Obama hace lo mismo con el cambio climático que hizo con la Salud. Actúa con un total realismo político, negándose a convertir lo perfecto en enemigo de lo bueno (o más bien del mejor-que-Bush).  Hace lo que tendría sentido en casi cualquier otra situación.

Desgraciadamente, en este caso el enemigo es implacable. Enemigos implacables surgen raramente. El mejor paralelo humano al rol que juega la física en esto podría ser el fascismo en la mitad del siglo pasado. No fue apaciguada, tampoco se intentó convertirlo en un asunto político normal. Fue necesario llegar a fondo, transformar toda la base industrial del país para combatirlo, postergar otros asuntos, exigir sacrificios. 

Aun así está claro que no estamos tratando el problema de esta manera.  El Presidente,  por ejemplo, no se ha embarcado en una campaña permanente para advertir a todos sobre el peligro.

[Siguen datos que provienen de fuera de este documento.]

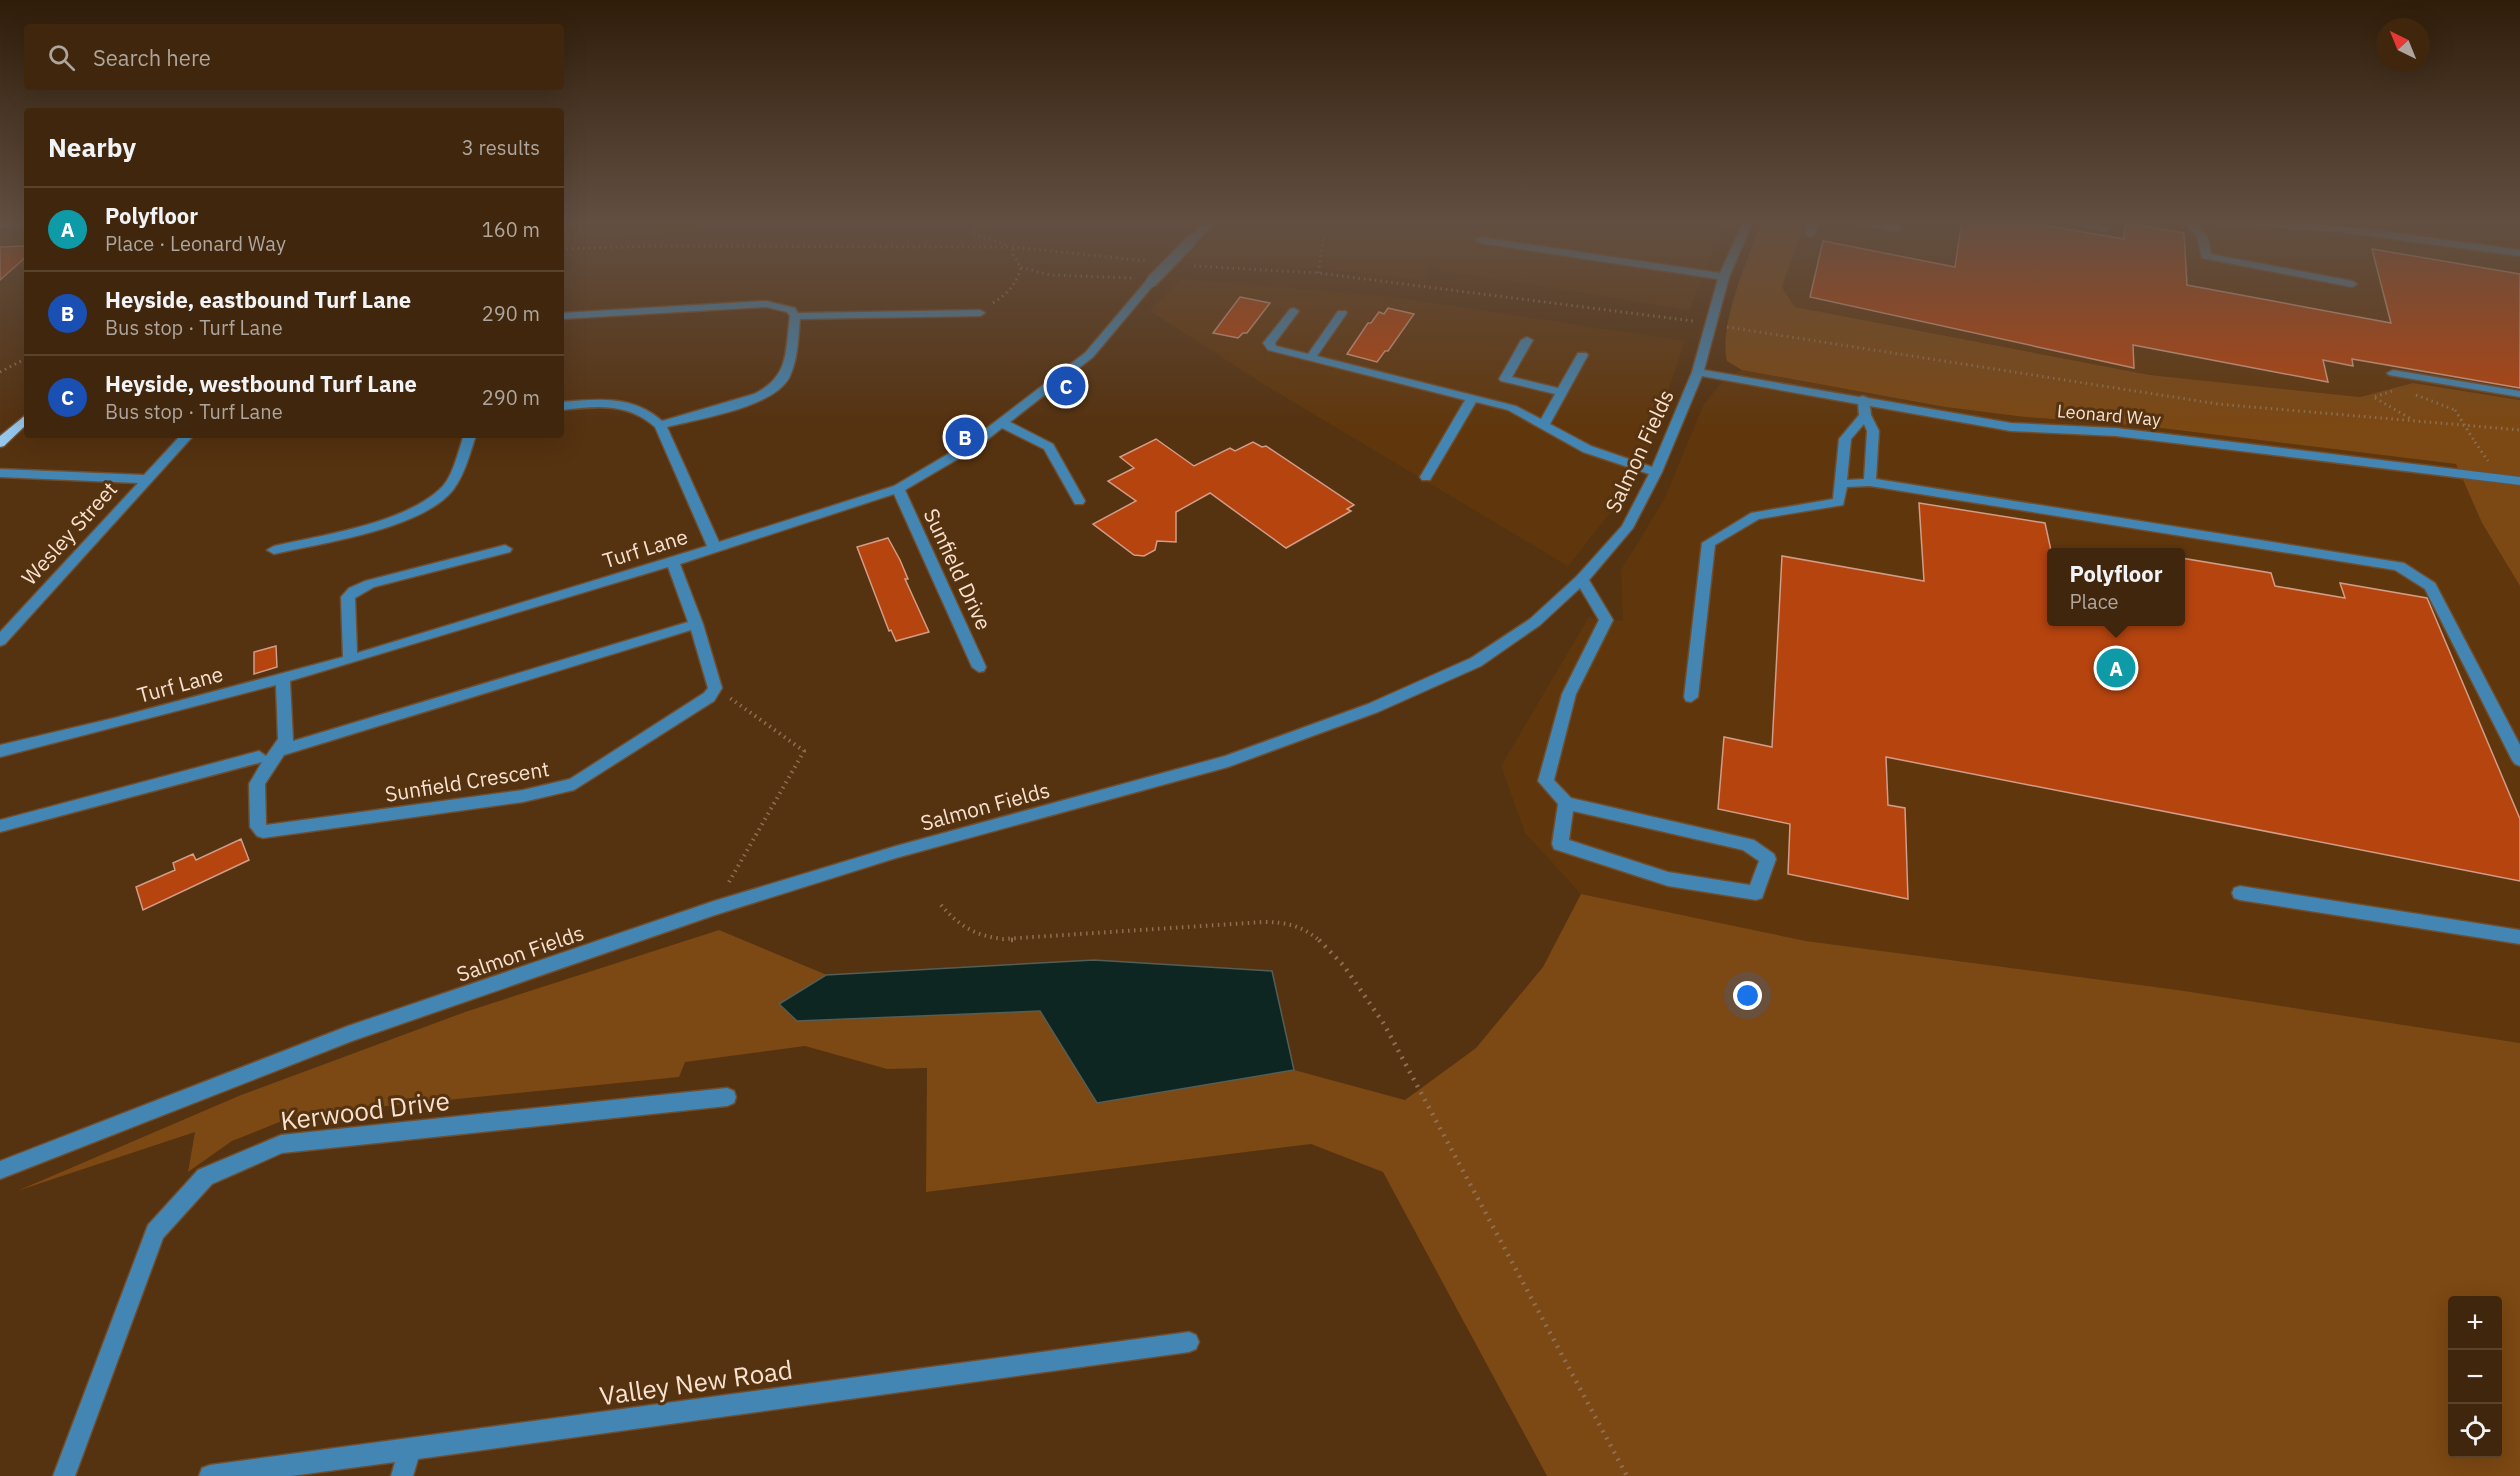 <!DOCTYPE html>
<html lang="en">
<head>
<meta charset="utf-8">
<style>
	:root { --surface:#40260c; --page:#4b321a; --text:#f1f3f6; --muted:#aea59d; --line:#59432d; --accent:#ea580c }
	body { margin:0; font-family:"IBM Plex Sans",sans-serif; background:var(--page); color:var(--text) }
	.controls { position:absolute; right:18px; bottom:18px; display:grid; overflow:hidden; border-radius:6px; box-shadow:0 6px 24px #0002 }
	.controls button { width:54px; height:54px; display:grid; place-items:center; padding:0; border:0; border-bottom:2px solid var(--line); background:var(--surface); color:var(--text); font:30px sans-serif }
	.compass { position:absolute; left:2376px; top:18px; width:54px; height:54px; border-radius:50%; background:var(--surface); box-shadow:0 6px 24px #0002; rotate:317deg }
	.you { position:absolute; left:1748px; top:996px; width:21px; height:21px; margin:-15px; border:4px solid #fff; border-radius:50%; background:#1a73e8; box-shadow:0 0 0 9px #1a73e833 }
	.badge { display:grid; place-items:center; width:39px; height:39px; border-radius:50%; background:var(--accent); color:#fff; font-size:20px; font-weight:700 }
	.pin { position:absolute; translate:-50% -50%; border:3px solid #fff; box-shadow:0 2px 6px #0006 }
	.popup { position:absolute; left:2047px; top:548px; width:138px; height:78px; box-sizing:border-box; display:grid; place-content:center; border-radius:6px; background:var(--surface); filter:drop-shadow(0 2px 4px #0005); font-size:20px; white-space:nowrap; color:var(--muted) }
	.popup b { font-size:22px; color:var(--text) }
	.popup::after { content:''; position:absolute; left:50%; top:100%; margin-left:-12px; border:12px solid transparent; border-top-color:var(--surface) }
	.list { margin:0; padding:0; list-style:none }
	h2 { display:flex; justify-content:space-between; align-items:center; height:78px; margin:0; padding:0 24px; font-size:26px }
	h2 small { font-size:20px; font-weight:400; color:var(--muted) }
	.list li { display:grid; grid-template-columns:39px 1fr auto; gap:18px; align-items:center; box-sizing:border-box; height:84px; padding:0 24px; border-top:2px solid var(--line) }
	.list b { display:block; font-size:22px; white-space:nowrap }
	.list p { margin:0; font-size:20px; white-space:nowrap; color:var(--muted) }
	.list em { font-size:20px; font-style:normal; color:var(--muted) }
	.icon { flex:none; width:33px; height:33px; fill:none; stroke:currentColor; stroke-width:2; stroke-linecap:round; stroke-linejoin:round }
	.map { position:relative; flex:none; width:2520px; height:1476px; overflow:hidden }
	.search { position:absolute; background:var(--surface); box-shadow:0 6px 24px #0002; left:24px; top:24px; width:540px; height:66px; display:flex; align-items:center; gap:15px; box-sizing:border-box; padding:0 21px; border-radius:6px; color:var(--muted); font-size:22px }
	.panel { position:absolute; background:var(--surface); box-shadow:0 6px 24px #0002; left:24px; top:108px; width:540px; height:330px; border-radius:6px }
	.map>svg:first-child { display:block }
	.built { fill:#60370d; fill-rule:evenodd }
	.green { fill:#7c4813; fill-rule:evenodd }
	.water { fill:#0e2622; stroke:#545e56; stroke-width:1.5 }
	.building { fill:#b5440f; stroke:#d19c88; stroke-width:1.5 }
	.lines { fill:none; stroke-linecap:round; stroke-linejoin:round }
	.minor-casing { stroke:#6f4e2f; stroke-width:3 }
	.major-casing { stroke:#6f4e2f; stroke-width:3 }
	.path-far2 { stroke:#8e6f52; stroke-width:3; stroke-dasharray:1.5 4; stroke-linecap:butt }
	.path-far1 { stroke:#8e6f52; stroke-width:4; stroke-dasharray:1.5 4.5; stroke-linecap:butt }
	.path { stroke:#8e6f52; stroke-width:4.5; stroke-dasharray:2 6; stroke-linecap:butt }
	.minor { fill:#4386b3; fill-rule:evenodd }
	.major { fill:#96c7ec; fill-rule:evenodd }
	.minor-bridge-casing { stroke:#6f4e2f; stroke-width:14; stroke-linecap:butt }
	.path-bridge { stroke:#8e6f52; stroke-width:3; stroke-dasharray:1.5 4; stroke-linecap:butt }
	.minor-bridge { stroke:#4386b3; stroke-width:11 }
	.labels { text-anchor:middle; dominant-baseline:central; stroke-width:6; stroke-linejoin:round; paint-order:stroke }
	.far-street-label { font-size:18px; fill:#f8e1cf; stroke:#553210 }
	.street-label { font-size:21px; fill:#f8e1cf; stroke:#553210 }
	.near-street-label { font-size:26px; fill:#f8e1cf; stroke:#553210 }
</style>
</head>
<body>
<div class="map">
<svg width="2520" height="1476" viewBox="0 0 2520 1476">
	<rect width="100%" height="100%" fill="#553210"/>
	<path class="built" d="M0,220H27V262L0,279Z
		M561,220H761L757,227L561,240Z
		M1226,220H1726L1689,310L1428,268L1424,280L1328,269L1185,258Z
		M1806,220H2520V400L2413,383L2360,397L2150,375L1795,307L1782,287Z
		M1181,279L1380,295L1685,341L1647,453L1629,489L1568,566L1260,382L1150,311Z
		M1742,370L1945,407L2025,417L2144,426L2456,464L2482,523L2520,586V1043L2178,990L1806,941L1581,894L1525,833L1501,766L1589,617L1623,621L1621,570L1664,500L1704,404L1723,381ZM2052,552H2180V622H2052Z"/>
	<path class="green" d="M1762,220H1806L1782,287L1795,307L2150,375L2360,397L2413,383L2520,400V586L2482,523L2456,464L2144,426L2025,417L1945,407L1742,370L1727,361C1718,325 1749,256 1762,220Z
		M1581,894L1806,941L2178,990L2520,1043V1476H1547L1383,1172L1311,1144L926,1192L927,1068L887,1069L805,1046L685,1062L679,1077L297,1115L232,1141L188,1172L195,1132L17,1191L241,1095L465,1012L719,930L827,975L1094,960L1272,971L1294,1070L1405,1100L1476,1048L1543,967ZM2452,1300H2498V1454H2452Z"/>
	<path class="water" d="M1094,960L1272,971L1294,1070L1097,1103L1040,1011L797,1021L779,1004L826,975Z"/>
	<path class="building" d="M1962,220H2014L2124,239L2125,223L2184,233L2187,285L2391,323L2372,249L2520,274V388L2352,359L2353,366L2323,360L2328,382L2133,345L2134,368L1810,297L1823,241L1955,267Z
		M27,246V256L0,280V247Z
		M1240,297L1270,303L1247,333H1243L1238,338L1213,333Z
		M1388,308L1414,314L1388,351H1385L1377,362L1347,354L1368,323H1371L1379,312L1384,314Z
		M1156,439L1194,466L1230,448L1235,451L1253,442L1262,447L1266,446L1354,505L1347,509L1351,511L1286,548L1210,493L1176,512V542L1157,541L1155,550L1144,556L1134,555L1093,524L1136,501L1108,481L1134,468L1120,457Z
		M1919,503L2045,523L2052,555V621H2181V558L2271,573L2275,586L2345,598L2340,583L2427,598L2520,819V881L1886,757L1888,805L1905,808L1908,899L1788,874L1790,824L1718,809L1724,737L1772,747L1782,556L1924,581Z
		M888,538L900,560L908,579H905L929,632L896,641L891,630L889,631L857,547Z
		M276,646L277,667L254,674V652Z
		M241,839L249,860L143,910L136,887L175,870L173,863L193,854L196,860Z"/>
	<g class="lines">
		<defs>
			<path id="minor" d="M27,220V226L0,227V221Z
				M1207,220H1218L1195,243H1187V239Z
				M1744,220H1754L1729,277L1704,370L1859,397L1863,396L1868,398L2011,423L2116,428L2520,477V485L2116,436L2011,431L1870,406L1871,415L1879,431L1876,479L2404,563L2435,583L2520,745V766L2515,764L2512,760L2425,589L2395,570L1870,486L1847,487L1843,505L1759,519L1715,545L1698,697L1691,702L1686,701L1684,697L1702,543L1751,513L1833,499L1839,439L1859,415L1858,404L1702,376L1662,472L1633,528L1589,580L1613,620L1576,694L1554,780L1571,798L1754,840L1774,854L1776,859L1762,898L1756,900L1668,886L1554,849L1552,844L1558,804L1538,781L1562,694L1599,620L1580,588L1540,625L1481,666L1378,712L1228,767L896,858L715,915L352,1041L0,1179V1161L348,1026L714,901L896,846L1225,756L1368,704L1471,658L1530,619L1577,576L1622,526L1649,474L1583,452L1508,410L1476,402L1430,480H1422L1420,477L1465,400L1268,350L1263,343L1290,309L1294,308L1299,311L1275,343L1276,346L1308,354L1338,311H1346L1347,313L1317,356L1516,406L1541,419L1555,394L1501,381L1499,379L1521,340L1527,337L1533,340L1512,377L1558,388L1578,353H1586L1588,355L1550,424L1591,446L1652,467L1692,372L1718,279L1480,243L1475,240L1480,237L1720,273ZM1864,424L1867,431L1864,479L1847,480L1851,439ZM1573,811L1743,850L1759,861L1750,885L1668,872L1569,840Z
				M1809,220H1819L1815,234L1810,237L1805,234Z
				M1841,220H1862L1891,225L1892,220H1902L1901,229L1896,232Z
				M2054,220H2076L2110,228L2105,231Z
				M2180,220H2191L2207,235L2211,254L2352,281L2357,284L2352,287L2202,258L2197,236Z
				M2217,220C2318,218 2420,237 2520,250V256L2340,232L2222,223Z
				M1147,280L1156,282L1093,357L1010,422L1053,444L1085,501L1083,504H1075L1044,449L1002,428L978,447L905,490L986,667L984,671L979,672L972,667L894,494L680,564L703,624L722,688L714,701L574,790L523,802L263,838L257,836L250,827L249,784L262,762L0,832V820L259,751L266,756L278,739L276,685L0,757V745L114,718L343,657L341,597L349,588L365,581L505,545L512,549L510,552L374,587L355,598L357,653L707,546L655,427C627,402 596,406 561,410V402C597,399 633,395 662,421L754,394C790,376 785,352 790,316L787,312L766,307L561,319V313L766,301L795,308L798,313L980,310L985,313L980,316L800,319C798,339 798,360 789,378C772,408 698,419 667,427L719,542L894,486L970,441L1085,353ZM668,567L688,622L293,741L290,681ZM691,630L708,688L704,693L570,779L523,790L266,825L265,784L284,755Z
				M2393,370L2520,391V397L2389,375L2387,373Z
				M181,435H194L5,644L0,646V632L138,483L0,477V469L144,475Z
				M464,435H476C470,453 465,474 453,490C422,529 322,543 274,554L267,550L274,546C322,535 408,523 443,486C454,473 458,451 464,435Z
				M2240,886L2520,930V944L2240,900L2234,898L2232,893L2234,888Z
				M727,1088L734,1091L736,1097L734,1103L727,1106L282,1153L212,1184L163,1238L75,1476H53L148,1225L198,1170L281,1135Z
				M1189,1332L1196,1335L1199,1342L1196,1349L1189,1352L418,1459L413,1476H391L395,1462L291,1476H199L202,1468L210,1465Z"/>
			<path id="major" d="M27,414V424L4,446L0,447V436Z"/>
		</defs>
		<use href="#minor" class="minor-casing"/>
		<use href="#major" class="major-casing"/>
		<path class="path-far2" d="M978,220L972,234L1007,245
			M561,249L655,246L1013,247L1147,261
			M1194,266L1318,273L1693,321
			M1021,267L1050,275L1133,278
			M1318,273L1324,238
			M993,303C1008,293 1016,285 1021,267L1013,255V247
			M1727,327L2218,404L2520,430
			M0,372L27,358
			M2416,395L2455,410
			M2375,397L2395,390
			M2375,398L2413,420
			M2475,442L2488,461"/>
		<path class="path-far1" d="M729,882L804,751L730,698
			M941,905C959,926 976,936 1003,939L1263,922C1286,922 1303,926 1320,941"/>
		<path class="path" d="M1011,940H1019
			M1319,940L1344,966L1384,1024L1627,1476"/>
		<use href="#minor" class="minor"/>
		<use href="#major" class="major"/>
		<defs>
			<path id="minor-bridge" d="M1151,282L1191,241"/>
		</defs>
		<use href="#minor-bridge" class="minor-bridge-casing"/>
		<path class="path-bridge" d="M2455,410L2475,442"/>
		<use href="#minor-bridge" class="minor-bridge"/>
	</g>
	<linearGradient id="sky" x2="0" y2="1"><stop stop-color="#2f1c09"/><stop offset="0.52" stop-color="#624f42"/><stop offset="1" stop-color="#624f42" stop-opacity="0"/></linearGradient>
	<rect width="2520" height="427" fill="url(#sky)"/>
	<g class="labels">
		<g class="far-street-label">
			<text transform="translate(2109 415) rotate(5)">Leonard Way</text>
		</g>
		<g class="street-label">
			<text transform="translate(1639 451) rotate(-65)">Salmon Fields</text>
			<text transform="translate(69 533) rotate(-48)">Wesley Street</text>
			<text transform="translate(645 548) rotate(-17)">Turf Lane</text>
			<text transform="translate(958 569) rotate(65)">Sunfield Drive</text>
			<text transform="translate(180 684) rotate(-15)">Turf Lane</text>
			<text transform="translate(467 781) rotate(-9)">Sunfield Crescent</text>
			<text transform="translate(985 806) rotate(-15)">Salmon Fields</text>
			<text transform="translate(520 953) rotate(-19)">Salmon Fields</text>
		</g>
		<g class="near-street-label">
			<text transform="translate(365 1110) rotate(-7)">Kerwood Drive</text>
			<text transform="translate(696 1382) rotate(-8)">Valley New Road</text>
		</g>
	</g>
</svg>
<div class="controls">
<button>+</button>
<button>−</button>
<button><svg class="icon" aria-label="locate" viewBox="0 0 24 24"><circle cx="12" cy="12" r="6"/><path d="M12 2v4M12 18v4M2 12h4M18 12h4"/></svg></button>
</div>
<svg class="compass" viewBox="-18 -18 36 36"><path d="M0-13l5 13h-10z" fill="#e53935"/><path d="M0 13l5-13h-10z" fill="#aea59d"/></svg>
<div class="you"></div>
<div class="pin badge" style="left:2116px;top:668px;background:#0f9aa8">A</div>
<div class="popup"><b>Polyfloor</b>Place</div>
<div class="pin badge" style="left:965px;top:437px;background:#1a4fb4">B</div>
<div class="pin badge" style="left:1066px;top:386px;background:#1a4fb4">C</div>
<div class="search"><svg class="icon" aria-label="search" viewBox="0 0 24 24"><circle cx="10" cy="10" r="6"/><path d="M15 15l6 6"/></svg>Search here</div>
<section class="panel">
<h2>Nearby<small>3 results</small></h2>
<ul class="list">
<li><span class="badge" style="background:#0f9aa8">A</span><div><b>Polyfloor</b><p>Place · Leonard Way</p></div><em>160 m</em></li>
<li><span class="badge" style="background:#1a4fb4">B</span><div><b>Heyside, eastbound Turf Lane</b><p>Bus stop · Turf Lane</p></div><em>290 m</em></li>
<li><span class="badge" style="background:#1a4fb4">C</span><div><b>Heyside, westbound Turf Lane</b><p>Bus stop · Turf Lane</p></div><em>290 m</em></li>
</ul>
</section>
</div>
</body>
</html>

Es cierto que, cuando fue a la China, logró algunos acuerdos interesantes en materia de cooperación en tecnología automobilística, pero esto no iguala el buscar aliados de tiempos de guerra.

Las largas reuniones nocturnas del Senado tampoco llegan a conclusiones sobre como movilizar los recursos, ni la gente del país, para la luchar por salvar la planeta. El senador de Missouri, Claire McCakill resumió así la deposición: "No creo que nadie se entusiasma con hacer algo realmente, realmente grande otra vez, algo realmente difícil que irrita a todo el mundo".

Hay entre nosotros personas que han tratado abrir un espacio político para que los lideres del mundo avancen hacia este desafío.  Creamos un movimiento global en 350.org que logró realizar "el día más global de acción política en la historia del planeta" (es por lo menos lo que sostiene CNN). En algunos lugares, incluso desató el resultado deseado. Noventa y dos 

naciones, todos pobres y vulnerables a los primeros efectos del cambio climático, han endosado la radical meta de 350.

Algunos de estos lideres, como Mohamed Nasheed, el presidente de las Maldivas, un país compuesto por más de mil islas en el Océano Pacífico, han surgido como tigres listos para la pelea.

A nadie le sorprendería verlo a él liderar algún tipo de protesta en las negociaciones de Copenhagen, dado sus repetidas declaraciones de negarse a ser parte de un "pacto suicida" para su plano país; en otra palabras él no está dispuesto a tratar el calentamiento global como un asunto político usual.

No logramos,  sin embargo, atraer la menor persona de la Administración de Obama a alguna de las más de 2000 reuniones que realizamos a lo largo del país. Nadie tenía interés en ocupar el espacio que le estábamos abriendo. Si los Estados Unidos tienen tanta voluntad para tratar el cambio climático como "politics-as-usual" o política de costumbre la mayoría de los principales actores los seguirá. 

Firmarán algún tipo de papel en Dinamarca -- eso quedó claro el viernes en la noche cuando Obama anunció que llegaría al cierre de la reunión.  Los lideres europeos y algunos grupos del medio ambiente pueden así calificarla de un "éxito cumplido" y seguiremos con más años de negociaciones. Mientras tanto, la física continuará operando, la escarcha permanente y hielo del mar continuarán derritiéndose, la sequía expandiéndose.       

Es algo que nunca antes hemos enfrentado -- y lo hacemos como si fuese igual que todo el resto. Eso es el problema.

Bill Mckibben, es autor de 10 libros, el más reciente Deep Economy: The Wealth of Communities and the Durable Future. Es investigador residente en Middlebury College, Vermont.